Thursday, August 16, 2007

Guiliani's Foreign Policy

Yes, I read Guiliani's piece in Foreign Policy, and yes he truly is a stupendous idiot. Among other absurdities, Guiliani believes that the Palestinians are not entitled to their own state because they have not "earned" their freedom through responsible behavior. Paul Woodward does not approve:

Presumably Giuliani thinks that democracy came to America prematurely and he would have supported George III had the king admonished revolutionary America's, telling them, first you must demonstrate your ability to govern yourselves -- only then can you be granted independence.

It's really a Kafkaesque notion -- the idea that a people must first demonstrate that they will use their freedom responsibly before it can be granted.

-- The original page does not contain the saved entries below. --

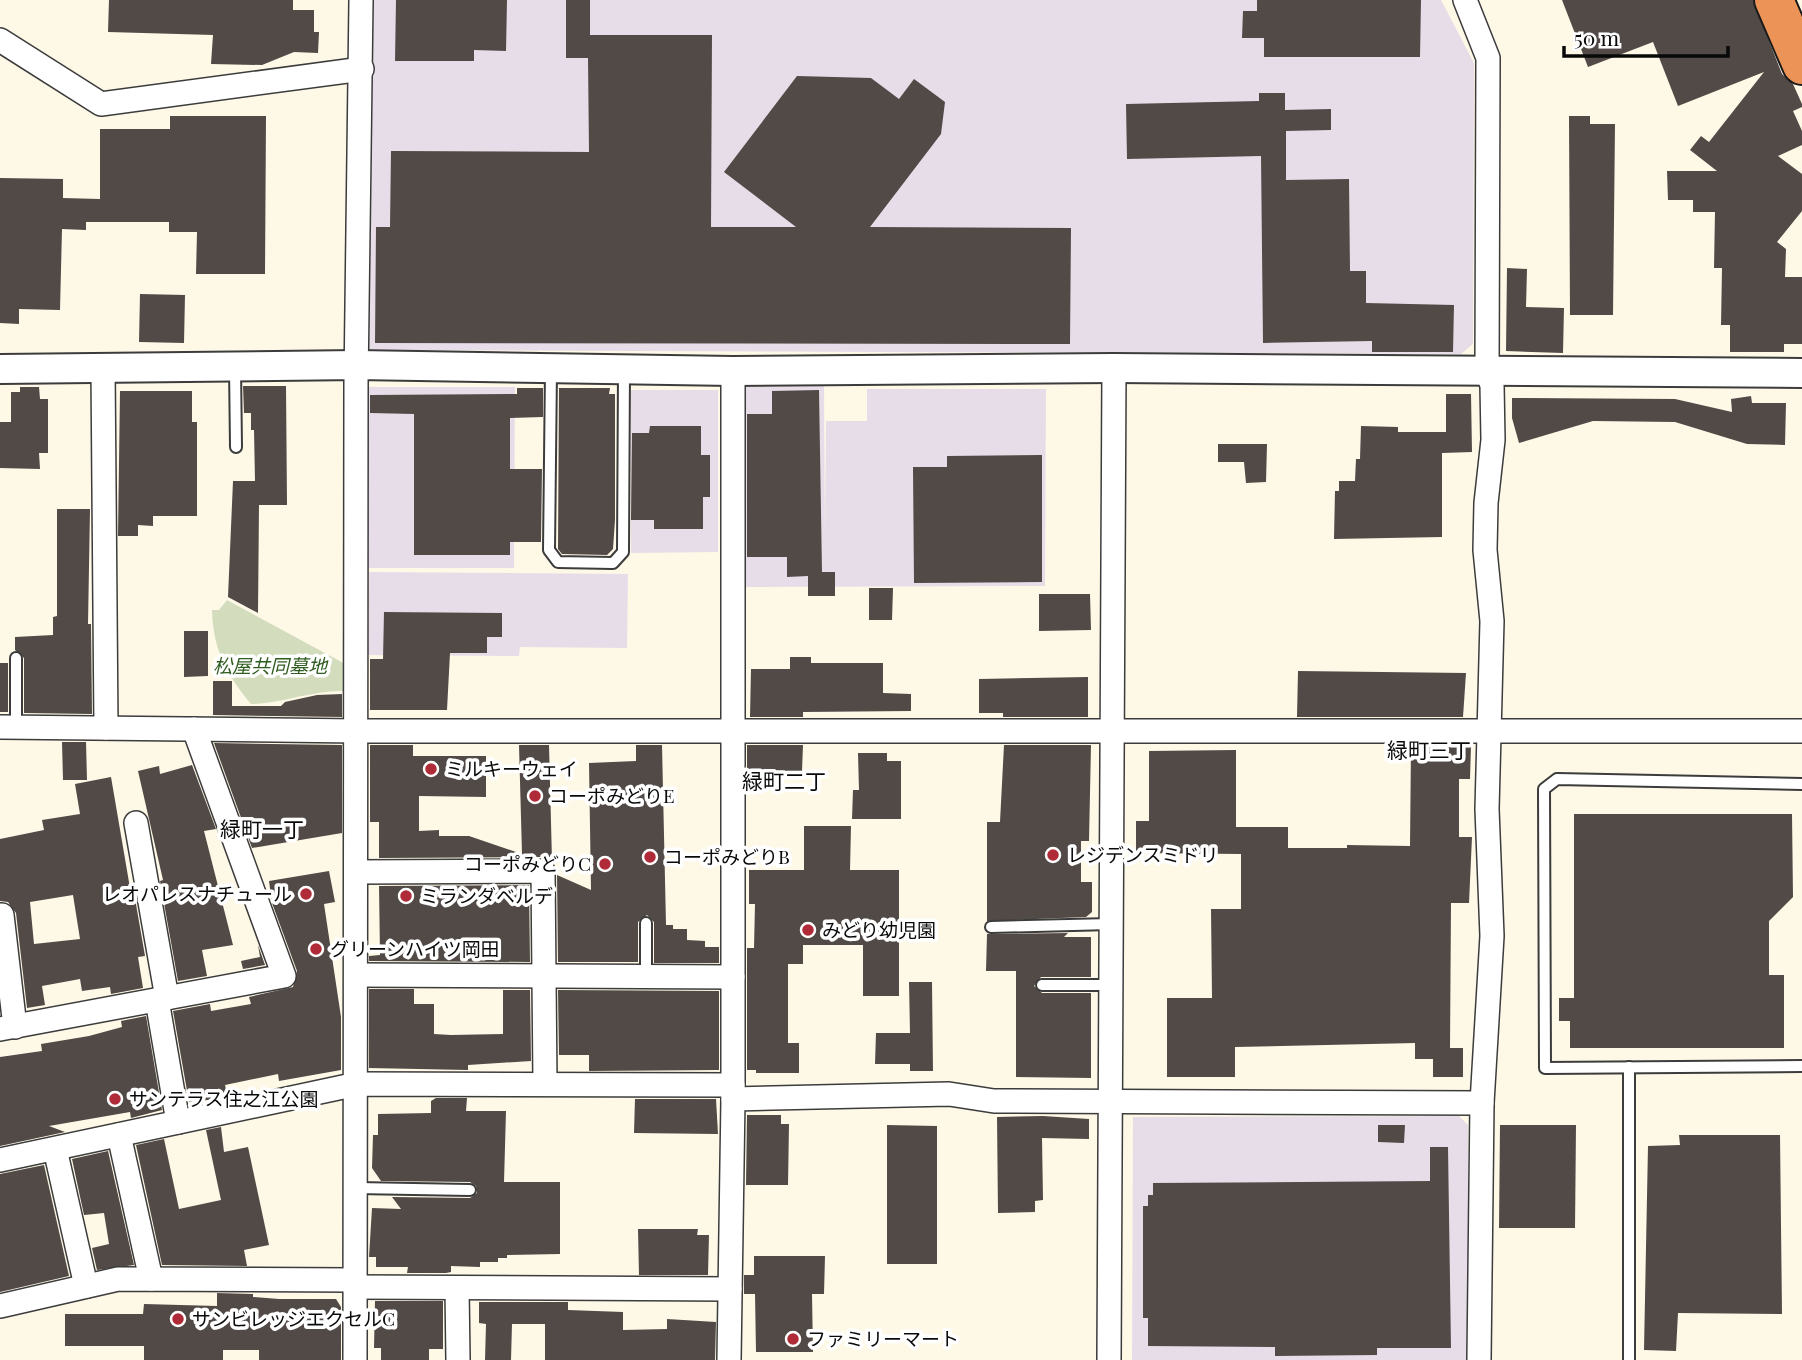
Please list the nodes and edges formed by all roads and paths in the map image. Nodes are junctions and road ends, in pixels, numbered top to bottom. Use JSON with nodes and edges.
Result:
{"nodes":[{"id":1,"x":361,"y":0,"type":"edge"},
{"id":2,"x":1465,"y":0,"type":"edge"},
{"id":3,"x":1774,"y":0,"type":"edge"},
{"id":4,"x":0,"y":40,"type":"edge"},
{"id":5,"x":1802,"y":65,"type":"edge"},
{"id":6,"x":362,"y":69,"type":"junction"},
{"id":7,"x":357,"y":365,"type":"junction"},
{"id":8,"x":235,"y":367,"type":"junction"},
{"id":9,"x":103,"y":368,"type":"junction"},
{"id":10,"x":1114,"y":368,"type":"junction"},
{"id":11,"x":0,"y":369,"type":"edge"},
{"id":12,"x":551,"y":369,"type":"junction"},
{"id":13,"x":624,"y":370,"type":"junction"},
{"id":14,"x":733,"y":371,"type":"junction"},
{"id":15,"x":1487,"y":372,"type":"junction"},
{"id":16,"x":1802,"y":373,"type":"edge"},
{"id":17,"x":236,"y":447,"type":"dead end"},
{"id":18,"x":16,"y":658,"type":"dead end"},
{"id":19,"x":8,"y":727,"type":"edge"},
{"id":20,"x":106,"y":728,"type":"junction"},
{"id":21,"x":194,"y":729,"type":"junction"},
{"id":22,"x":1114,"y":730,"type":"junction"},
{"id":23,"x":358,"y":731,"type":"junction"},
{"id":24,"x":735,"y":731,"type":"junction"},
{"id":25,"x":1802,"y":731,"type":"edge"},
{"id":26,"x":1490,"y":732,"type":"junction"},
{"id":27,"x":1802,"y":784,"type":"edge"},
{"id":28,"x":136,"y":823,"type":"dead end"},
{"id":29,"x":357,"y":872,"type":"junction"},
{"id":30,"x":2,"y":915,"type":"edge"},
{"id":31,"x":646,"y":923,"type":"dead end"},
{"id":32,"x":1113,"y":923,"type":"junction"},
{"id":33,"x":991,"y":927,"type":"dead end"},
{"id":34,"x":357,"y":975,"type":"junction"},
{"id":35,"x":545,"y":976,"type":"junction"},
{"id":36,"x":646,"y":977,"type":"junction"},
{"id":37,"x":733,"y":977,"type":"junction"},
{"id":38,"x":1042,"y":985,"type":"dead end"},
{"id":39,"x":1112,"y":985,"type":"junction"},
{"id":40,"x":162,"y":999,"type":"junction"},
{"id":41,"x":7,"y":1028,"type":"edge"},
{"id":42,"x":1802,"y":1066,"type":"edge"},
{"id":43,"x":1629,"y":1067,"type":"junction"},
{"id":44,"x":356,"y":1084,"type":"junction"},
{"id":45,"x":545,"y":1084,"type":"junction"},
{"id":46,"x":733,"y":1092,"type":"junction"},
{"id":47,"x":1111,"y":1102,"type":"junction"},
{"id":48,"x":1482,"y":1103,"type":"junction"},
{"id":49,"x":178,"y":1122,"type":"junction"},
{"id":50,"x":119,"y":1135,"type":"junction"},
{"id":51,"x":55,"y":1149,"type":"junction"},
{"id":52,"x":0,"y":1160,"type":"edge"},
{"id":53,"x":356,"y":1188,"type":"junction"},
{"id":54,"x":470,"y":1190,"type":"dead end"},
{"id":55,"x":151,"y":1279,"type":"junction"},
{"id":56,"x":355,"y":1283,"type":"junction"},
{"id":57,"x":86,"y":1286,"type":"junction"},
{"id":58,"x":457,"y":1287,"type":"junction"},
{"id":59,"x":730,"y":1290,"type":"junction"},
{"id":60,"x":0,"y":1306,"type":"edge"},
{"id":61,"x":355,"y":1360,"type":"edge"},
{"id":62,"x":458,"y":1360,"type":"edge"},
{"id":63,"x":729,"y":1360,"type":"edge"},
{"id":64,"x":1109,"y":1360,"type":"edge"},
{"id":65,"x":1479,"y":1360,"type":"edge"},
{"id":66,"x":1629,"y":1360,"type":"edge"}],
"edges":[{"from":1,"to":6,"type":"street"},
{"from":2,"to":15,"type":"street"},
{"from":3,"to":5,"type":"highway"},
{"from":4,"to":6,"type":"street"},
{"from":6,"to":7,"type":"street"},
{"from":7,"to":8,"type":"street"},
{"from":7,"to":12,"type":"street"},
{"from":7,"to":23,"type":"street"},
{"from":8,"to":9,"type":"street"},
{"from":8,"to":17,"type":"lane"},
{"from":9,"to":11,"type":"street"},
{"from":9,"to":20,"type":"street"},
{"from":10,"to":14,"type":"street"},
{"from":10,"to":15,"type":"street"},
{"from":10,"to":22,"type":"street"},
{"from":12,"to":13,"type":"street"},
{"from":12,"to":13,"type":"lane"},
{"from":13,"to":14,"type":"street"},
{"from":14,"to":24,"type":"street"},
{"from":15,"to":16,"type":"street"},
{"from":15,"to":26,"type":"street"},
{"from":18,"to":19,"type":"lane"},
{"from":19,"to":20,"type":"street"},
{"from":20,"to":21,"type":"street"},
{"from":21,"to":23,"type":"street"},
{"from":21,"to":40,"type":"street"},
{"from":22,"to":24,"type":"street"},
{"from":22,"to":26,"type":"street"},
{"from":22,"to":32,"type":"street"},
{"from":23,"to":24,"type":"street"},
{"from":23,"to":29,"type":"street"},
{"from":24,"to":37,"type":"street"},
{"from":25,"to":26,"type":"street"},
{"from":26,"to":48,"type":"street"},
{"from":27,"to":43,"type":"lane"},
{"from":28,"to":40,"type":"street"},
{"from":29,"to":34,"type":"street"},
{"from":29,"to":35,"type":"street"},
{"from":30,"to":41,"type":"street"},
{"from":31,"to":36,"type":"lane"},
{"from":32,"to":33,"type":"lane"},
{"from":32,"to":39,"type":"street"},
{"from":34,"to":35,"type":"street"},
{"from":34,"to":44,"type":"street"},
{"from":35,"to":36,"type":"street"},
{"from":35,"to":45,"type":"street"},
{"from":36,"to":37,"type":"street"},
{"from":37,"to":46,"type":"street"},
{"from":38,"to":39,"type":"lane"},
{"from":39,"to":47,"type":"street"},
{"from":40,"to":41,"type":"street"},
{"from":40,"to":49,"type":"street"},
{"from":42,"to":43,"type":"lane"},
{"from":43,"to":66,"type":"lane"},
{"from":44,"to":45,"type":"street"},
{"from":44,"to":49,"type":"street"},
{"from":44,"to":53,"type":"street"},
{"from":45,"to":46,"type":"street"},
{"from":46,"to":47,"type":"street"},
{"from":46,"to":59,"type":"street"},
{"from":47,"to":48,"type":"street"},
{"from":47,"to":64,"type":"street"},
{"from":48,"to":65,"type":"street"},
{"from":49,"to":50,"type":"street"},
{"from":50,"to":51,"type":"street"},
{"from":50,"to":55,"type":"street"},
{"from":51,"to":52,"type":"street"},
{"from":51,"to":57,"type":"street"},
{"from":53,"to":54,"type":"lane"},
{"from":53,"to":56,"type":"street"},
{"from":55,"to":56,"type":"street"},
{"from":55,"to":57,"type":"street"},
{"from":56,"to":58,"type":"street"},
{"from":56,"to":61,"type":"street"},
{"from":57,"to":60,"type":"street"},
{"from":58,"to":59,"type":"street"},
{"from":58,"to":62,"type":"street"},
{"from":59,"to":63,"type":"street"}]}
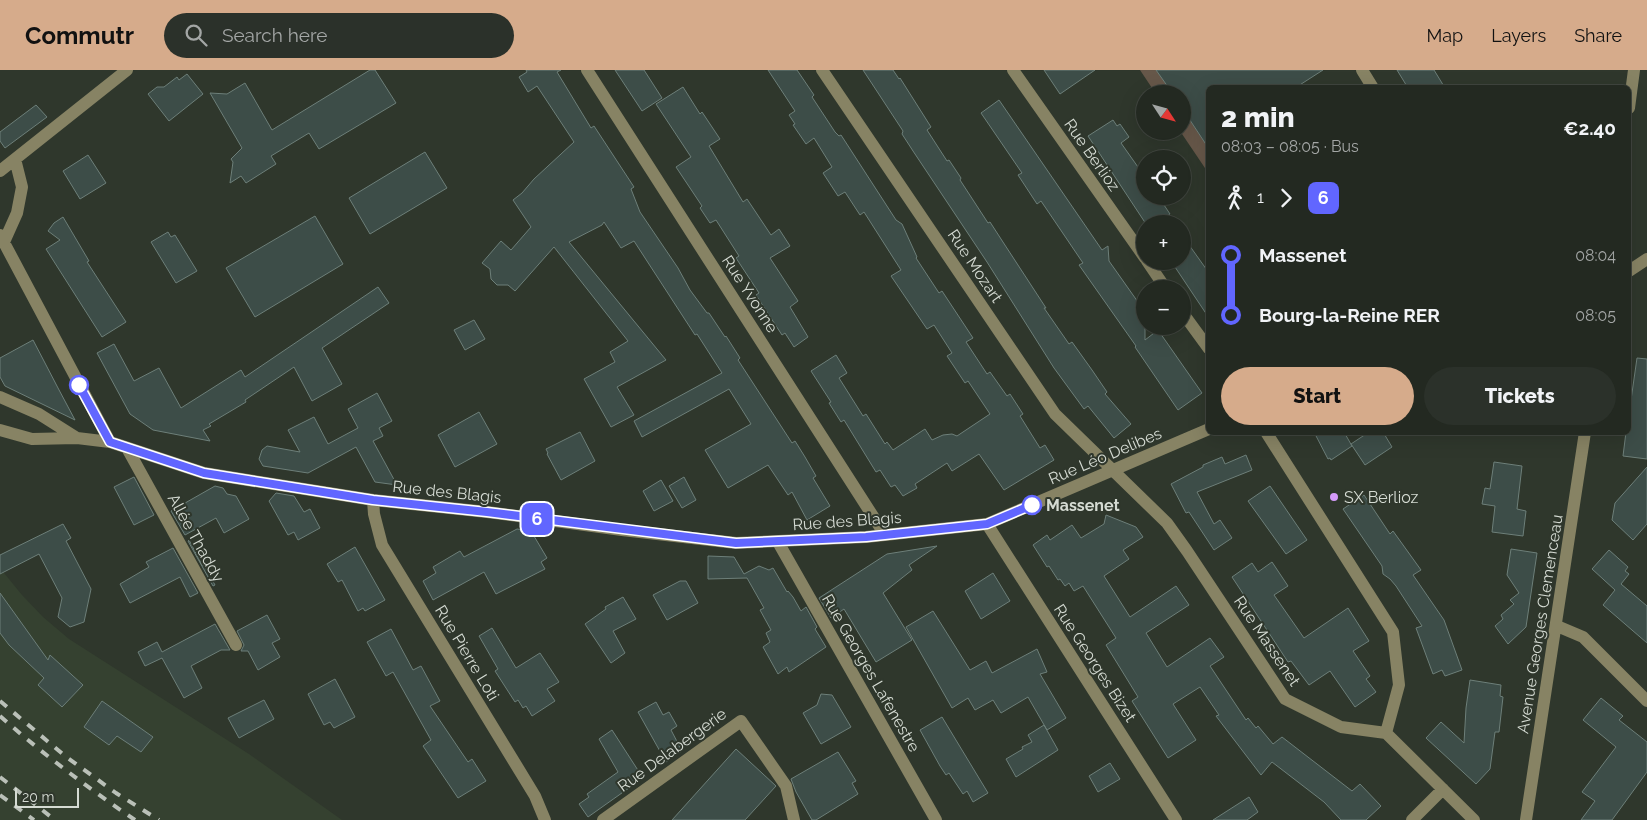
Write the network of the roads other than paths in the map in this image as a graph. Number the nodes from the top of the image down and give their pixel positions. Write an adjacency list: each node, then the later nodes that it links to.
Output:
1 (127, 70): 9 (street)
2 (587, 70): 28 (street, Rue Yvonne)
3 (822, 70): 25 (street, Rue Mozart)
4 (1013, 70): 12 (street, Rue Berlioz)
5 (1362, 70): 7 (street)
6 (1634, 70): 8 (street)
7 (1371, 85)
8 (1631, 93)
9 (14, 159): 10 (street); 11 (street)
10 (0, 171)
11 (2, 239): 23 (street)
12 (1136, 246)
13 (1647, 258): 14 (street)
14 (1631, 270)
15 (1191, 324): 16 (street)
16 (1206, 345)
17 (0, 396): 22 (street)
18 (1206, 429): 25 (street, Rue Léo Delibes)
19 (0, 430): 22 (street, Rue des Blagis)
20 (1268, 435): 33 (street)
21 (1585, 435): 30 (street, Avenue Georges Clemenceau)
22 (77, 438): 23 (street, Rue des Blagis)
23 (110, 442): 24 (street, Rue des Blagis)
24 (127, 448): 26 (street, Rue des Blagis); 31 (street, Allée Thaddy)
25 (1113, 471): 27 (street, Rue Léo Delibes); 33 (street, Rue Massenet)
26 (373, 500): 29 (street, Rue des Blagis); 35 (street, Rue Pierre Loti)
27 (987, 524): 28 (street, Rue des Blagis); 39 (street, Rue Georges Bizet)
28 (885, 535): 29 (street, Rue des Blagis)
29 (778, 542): 38 (street, Rue Georges Lafenestre)
30 (1556, 626): 32 (street); 42 (street, Avenue Georges Clemenceau)
31 (236, 645)
32 (1647, 701)
33 (1386, 733): 34 (street)
34 (1443, 790): 40 (street); 41 (street)
35 (545, 820)
36 (603, 820): 37 (street, Rue Delabergerie)
37 (794, 820)
38 (936, 820)
39 (1176, 820)
40 (1412, 820)
41 (1474, 820)
42 (1526, 820)

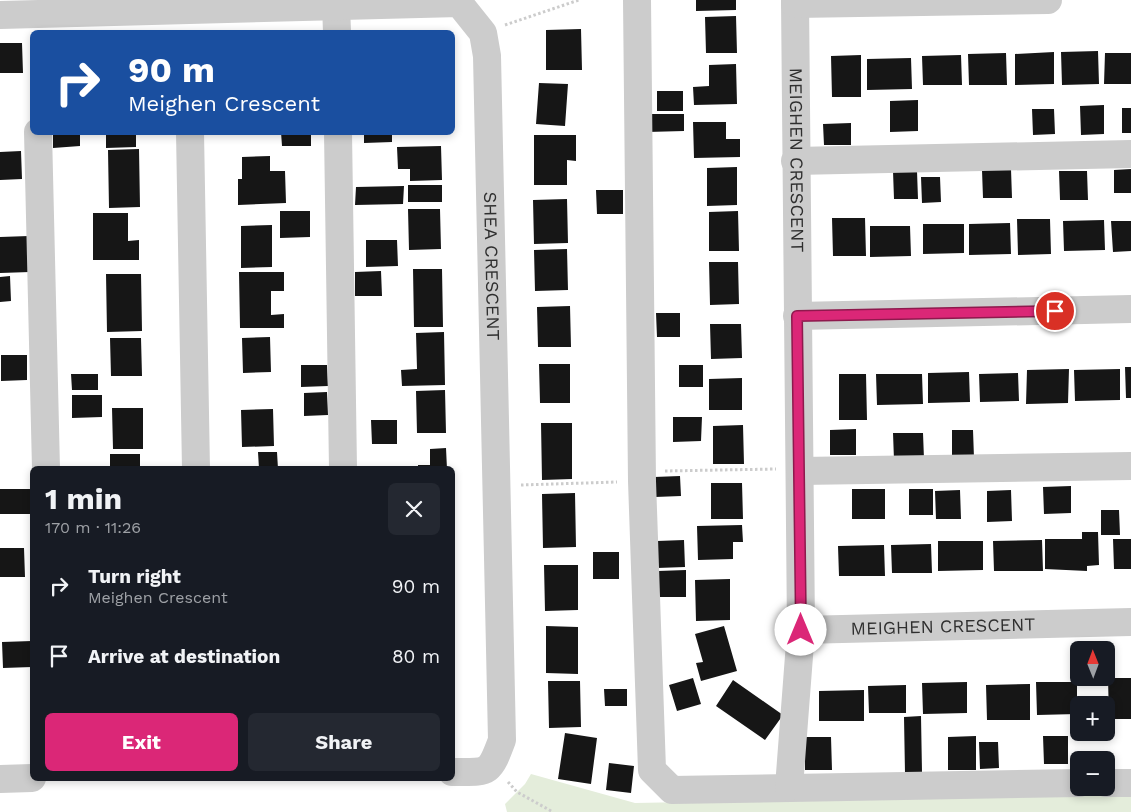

Giuliani bemoans the "corrupt and unaccountable governance" in the Palestinian territories yet this is the governance (under Fatah) that the United States has supported and that Palestinian voters rejected when they elected Hamas. And if Giuliani is such a big fan of stateless governance, why would he not have supported Hamas demonstrating (or failing to demonstrate) that it was capable of governing in spite of their being no Palestinian state?

Of course, given Guilianis' authoritarian leanings, perhaps he would have said exactly that to our rebelling forefathers. Here's Guiliani back in '94:

We look upon authority too often and focus over and over again, for 30 or 40 or 50 years, as if there is something wrong with authority. We see only the oppressive side of authority. Maybe it comes out of our history and our background. What we don't see is that freedom is not a concept in which people can do anything they want, be anything they can be. Freedom is about authority. Freedom is about the willingness of every single human being to cede to lawful authority a great deal of discretion about what you do.

"Freedom is about authority." He might as well have gone completely Orwellian and said "Freedom IS authority." So in short, Guiliani is a nut. And the Republican front-runner, thanks to the 30% of Americans who appreciate the guiding hand of a strong "leader" and really just want more of what we've already seen over the last eight years. Or, as John Edwards put it:

“What Giuliani is, is George Bush on steroids.”

For some Americans, that's a selling point.

1 comment:

adam said...

Giuliani is truly a scary presidential prospect. Has there ever been a person this crazy running for president who has had such a serious chance?